I looked over and saw a younger and thinner Sheba with Mr. Parker on her back. “So does the vet have medicine to cure her? She will get better, won’t she?” I asked the questions, but I think I already knew the answer by looking at Mrs. Parker’s droopy red eyes. 
 “No honey, medicine can’t cure this. Sheba has to be put down. We need to clean out the stable so Bubbaloo and Scout don’t get sick too.”
“NO!” I screamed as loud as I could, hoping my voice would rise up as far as heaven and make it not so. “She can’t die, not ever!” Tears gushed down my face and I shook all over. I covered my face with my t-shirt and screamed. Mrs. Parker knelt down in front of me. She held me.
After a long time, she stood and grabbed my hands, boosting me up . “Come on Mandy, I’ll take you home.”
 “I…I’ve uh….got ..my um…bike.” I stuttered through “sup-sup” sounds.
“That’s OK. We’ll put it in the trunk. She put an arm around my shoulder and kept hold of one hand. At the back door, we stopped as she lifted her car keys off a hook. I leaned hard on her.                          

Writing is a strange phenomena for me. I live through my characters. They bring new color to my life. This is a way I can express my love of horses when I don't have the means to own one.

Monday, February 10, 2014

A touch of color

The world is full of color.
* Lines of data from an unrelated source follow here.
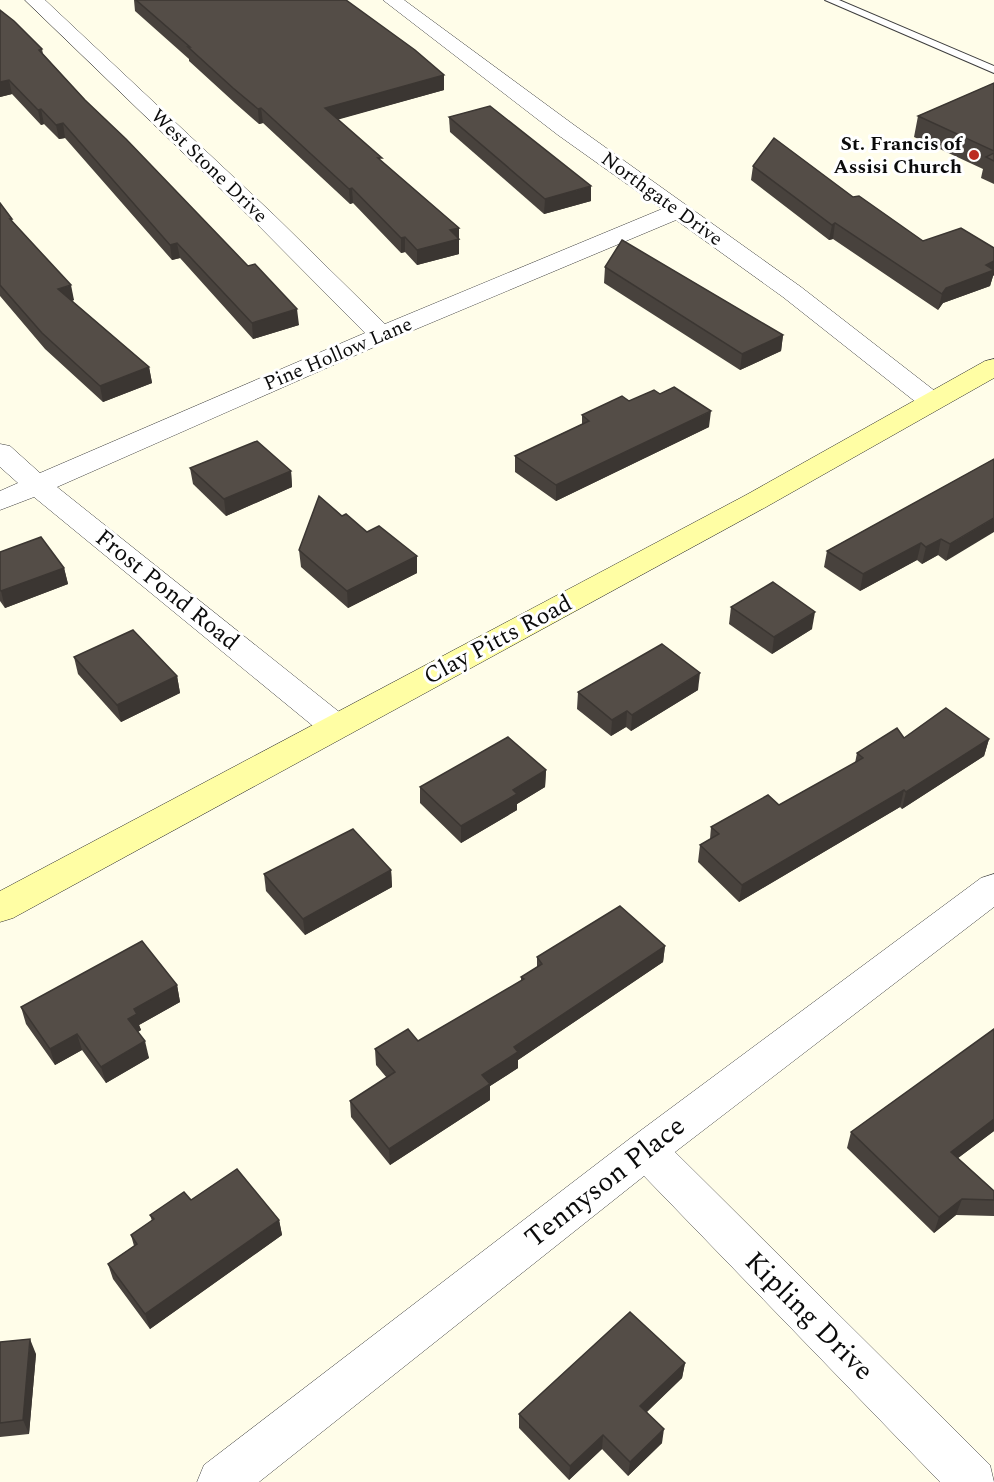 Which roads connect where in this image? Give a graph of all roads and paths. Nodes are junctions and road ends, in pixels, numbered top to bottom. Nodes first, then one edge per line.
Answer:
1 (34, 0) edge
2 (392, 0) edge
3 (830, 0) edge
4 (994, 70) edge
5 (678, 211) junction
6 (381, 335) junction
7 (994, 367) edge
8 (931, 401) junction
9 (0, 452) edge
10 (37, 485) junction
11 (0, 501) edge
12 (336, 727) junction
13 (994, 888) edge
14 (0, 908) edge
15 (646, 1150) junction
16 (221, 1482) edge
17 (973, 1482) edge

1 - 6 street, West Stone Drive
2 - 5 street, Northgate Drive
3 - 4 lane
5 - 6 street, Pine Hollow Lane
5 - 8 street, Northgate Drive
6 - 10 street, Pine Hollow Lane
7 - 8 street, Clay Pitts Road
8 - 12 street, Clay Pitts Road
9 - 10 street, Frost Pond Road
10 - 11 street, Pine Hollow Lane
10 - 12 street, Frost Pond Road
12 - 14 street, Clay Pitts Road
13 - 15 street, Tennyson Place
15 - 16 street, Tennyson Place
15 - 17 street, Kipling Drive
It comes in all shapes, sizes, and elements. It is physical, spiritual, and literary. This blog is going to be about the color we have in our lives. Open your eyes and you will see it.

You'll probably want to know something about me and how can I talk about color. I came from southern California originally. Grew up with the Beach Boys, Jan and Dean, and Gidget. The color was body tan and ocean blue.

I discovered how books can bring color to my life. Reading was a passion. Painting came next, bringing life to a blank canvass. I found that people brought color. Enter foreign exchange students.

Besides paint, I think glass is the ultimate color experience. It's pure eye candy. So I discovered what I can do with fused glass, amazing things. However, always lurking in my soul was the desire to paint with words-write. Finally it erupted as children's stories.